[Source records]

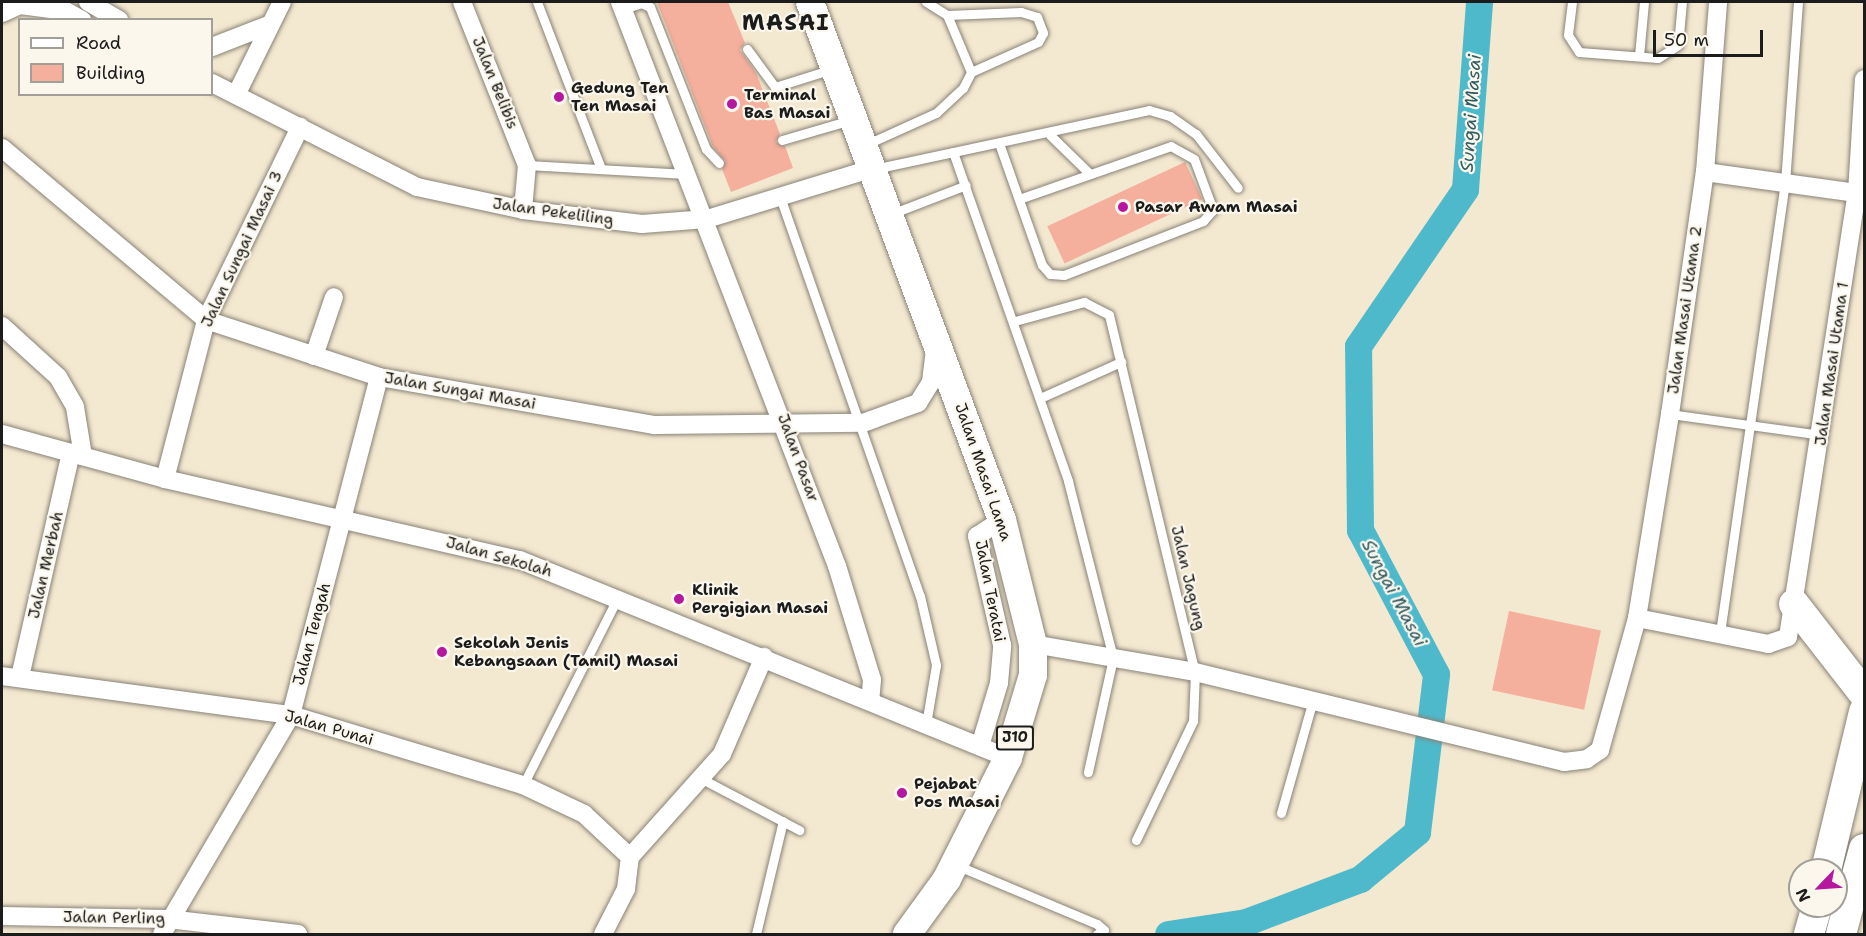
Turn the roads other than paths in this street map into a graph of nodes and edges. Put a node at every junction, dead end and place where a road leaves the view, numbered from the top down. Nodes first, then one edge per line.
1 (49, 2) edge
2 (88, 2) edge
3 (282, 2) edge
4 (462, 2) edge
5 (537, 2) edge
6 (810, 2) edge
7 (926, 2) edge
8 (1572, 2) edge
9 (1644, 2) edge
10 (1682, 2) edge
11 (1718, 2) edge
12 (1798, 2) edge
13 (622, 5) edge
14 (65, 11) junction
15 (2, 13) edge
16 (947, 15) junction
17 (78, 18) edge
18 (116, 18) edge
19 (271, 24) junction
20 (213, 47) edge
21 (747, 50) dead end
22 (1639, 56) junction
23 (835, 68) junction
24 (971, 72) junction
25 (1864, 79) edge
26 (213, 83) edge
27 (236, 95) junction
28 (853, 119) junction
29 (300, 127) junction
30 (1050, 135) junction
31 (782, 140) dead end
32 (1000, 146) junction
33 (2, 148) edge
34 (953, 152) junction
35 (867, 157) junction
36 (719, 163) dead end
37 (527, 165) junction
38 (601, 170) junction
39 (1705, 172) junction
40 (1089, 173) junction
41 (690, 175) junction
42 (1785, 183) junction
43 (966, 185) junction
44 (1238, 188) dead end
45 (1857, 193) junction
46 (779, 195) junction
47 (1019, 199) junction
48 (523, 210) junction
49 (888, 215) junction
50 (707, 219) junction
51 (334, 297) dead end
52 (206, 320) junction
53 (1015, 321) junction
54 (2, 326) edge
55 (936, 342) junction
56 (314, 356) junction
57 (1121, 362) junction
58 (379, 377) junction
59 (1040, 398) junction
60 (1670, 414) junction
61 (784, 421) junction
62 (863, 423) junction
63 (1754, 426) junction
64 (2, 434) edge
65 (1822, 435) junction
66 (77, 455) junction
67 (165, 479) junction
68 (344, 516) junction
69 (1002, 520) junction
70 (618, 597) junction
71 (1794, 604) junction
72 (1637, 618) junction
73 (1720, 633) junction
74 (1033, 644) junction
75 (764, 657) junction
76 (1113, 657) junction
77 (1195, 672) junction
78 (2, 676) edge
79 (21, 677) junction
80 (1864, 694) edge
81 (870, 700) junction
82 (1313, 700) junction
83 (1864, 712) edge
84 (291, 715) junction
85 (926, 724) junction
86 (980, 746) junction
87 (1008, 758) junction
88 (1088, 772) dead end
89 (702, 779) junction
90 (523, 785) junction
91 (1281, 813) dead end
92 (783, 821) junction
93 (799, 830) dead end
94 (1136, 840) dead end
95 (1864, 849) edge
96 (630, 857) junction
97 (1829, 858) edge
98 (954, 864) junction
99 (2, 916) edge
100 (1813, 918) edge
101 (165, 927) edge
102 (298, 934) edge
103 (603, 934) edge
104 (756, 934) edge
105 (907, 934) edge
106 (1097, 934) edge
107 (1809, 934) edge
108 (1841, 934) edge

1 - 14 street
2 - 18 street
3 - 19 street
4 - 37 street, Jalan Belibis
5 - 38 lane
6 - 23 main road, Jalan Masai Lama / J10
7 - 16 lane
8 - 22 lane
9 - 22 lane
10 - 22 lane
11 - 39 street, Jalan Masai Utama 2
12 - 42 lane
13 - 36 lane
13 - 41 street, Jalan Pasar
14 - 15 street
14 - 17 street
16 - 24 lane
16 - 24 lane
19 - 20 street
19 - 27 street
21 - 23 lane
23 - 28 main road, Jalan Masai Lama / J10
24 - 35 lane
25 - 45 street, Jalan Masai Utama 1
26 - 27 street, Jalan Pekeliling
27 - 29 street, Jalan Pekeliling
28 - 31 lane
28 - 35 main road, Jalan Masai Lama / J10
29 - 48 street, Jalan Pekeliling
29 - 52 street, Jalan Sungai Masai 3
30 - 32 lane
30 - 40 lane
30 - 44 lane
32 - 34 lane
32 - 47 lane
33 - 52 street, Jalan Sungai Masai
34 - 35 lane
34 - 43 lane
35 - 46 street, Jalan Pekeliling
35 - 49 main road, Jalan Masai Lama / J10
37 - 38 lane
37 - 48 street, Jalan Belibis
38 - 41 lane
39 - 42 street
39 - 60 street, Jalan Masai Utama 2
40 - 47 lane
40 - 47 lane
41 - 50 street, Jalan Pasar
42 - 45 street
42 - 63 lane
43 - 49 lane
43 - 53 lane
45 - 65 street, Jalan Masai Utama 1
46 - 50 street, Jalan Pekeliling
46 - 62 lane
48 - 50 street, Jalan Pekeliling
49 - 55 main road, Jalan Masai Lama / J10
50 - 61 street, Jalan Pasar
51 - 56 street
52 - 56 street, Jalan Sungai Masai
52 - 67 street, Jalan Sungai Masai 3
53 - 57 lane, Jalan Jagung
53 - 59 lane
54 - 66 street
55 - 62 street, Jalan Sungai Masai
55 - 69 main road, Jalan Masai Lama / J10
56 - 58 street, Jalan Sungai Masai
57 - 59 lane
57 - 77 lane, Jalan Jagung
58 - 61 street, Jalan Sungai Masai
58 - 68 street, Jalan Tengah
59 - 76 lane
60 - 63 lane
60 - 72 street, Jalan Masai Utama 2
61 - 62 street, Jalan Sungai Masai
61 - 81 street, Jalan Pasar
62 - 85 lane
63 - 65 lane
63 - 73 lane
64 - 66 street, Jalan Sekolah
65 - 71 street, Jalan Masai Utama 1
66 - 67 street, Jalan Sekolah
66 - 79 street, Jalan Merbah
67 - 68 street, Jalan Sekolah
68 - 70 street, Jalan Sekolah
68 - 84 street, Jalan Tengah
69 - 74 main road, Jalan Masai Lama / J10
69 - 86 street, Jalan Teratai
70 - 75 street, Jalan Sekolah
70 - 90 lane
71 - 73 street, Jalan Masai Utama 1
71 - 80 highway
72 - 73 street
72 - 82 street, Jalan Masai Utama 2
74 - 76 street, Jalan Masai Utama 2
74 - 87 main road, Jalan Masai Lama / J10
75 - 81 street, Jalan Sekolah
75 - 89 street
76 - 77 street, Jalan Masai Utama 2
76 - 88 lane
77 - 82 street, Jalan Masai Utama 2
77 - 94 lane, Jalan Jagung
78 - 79 street, Jalan Punai
79 - 84 street, Jalan Punai
81 - 85 street, Jalan Sekolah
82 - 91 lane
83 - 97 highway
84 - 90 street, Jalan Punai
84 - 101 street, Jalan Tengah
85 - 86 street, Jalan Sekolah
86 - 87 street, Jalan Sekolah
87 - 98 main road, Jalan Masai Lama / J10
89 - 92 lane
89 - 96 street
90 - 96 street, Jalan Punai
92 - 93 lane
92 - 104 lane
95 - 108 highway
96 - 103 street
98 - 105 main road, Jalan Masai Lama / J10
98 - 106 lane
99 - 101 street, Jalan Perling
100 - 107 highway
101 - 102 street, Jalan Perling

* The problem
Which lines above include the word "main"? Show each one.

* Answer to this exercise
6 - 23 main road, Jalan Masai Lama / J10
23 - 28 main road, Jalan Masai Lama / J10
28 - 35 main road, Jalan Masai Lama / J10
35 - 49 main road, Jalan Masai Lama / J10
49 - 55 main road, Jalan Masai Lama / J10
55 - 69 main road, Jalan Masai Lama / J10
69 - 74 main road, Jalan Masai Lama / J10
74 - 87 main road, Jalan Masai Lama / J10
87 - 98 main road, Jalan Masai Lama / J10
98 - 105 main road, Jalan Masai Lama / J10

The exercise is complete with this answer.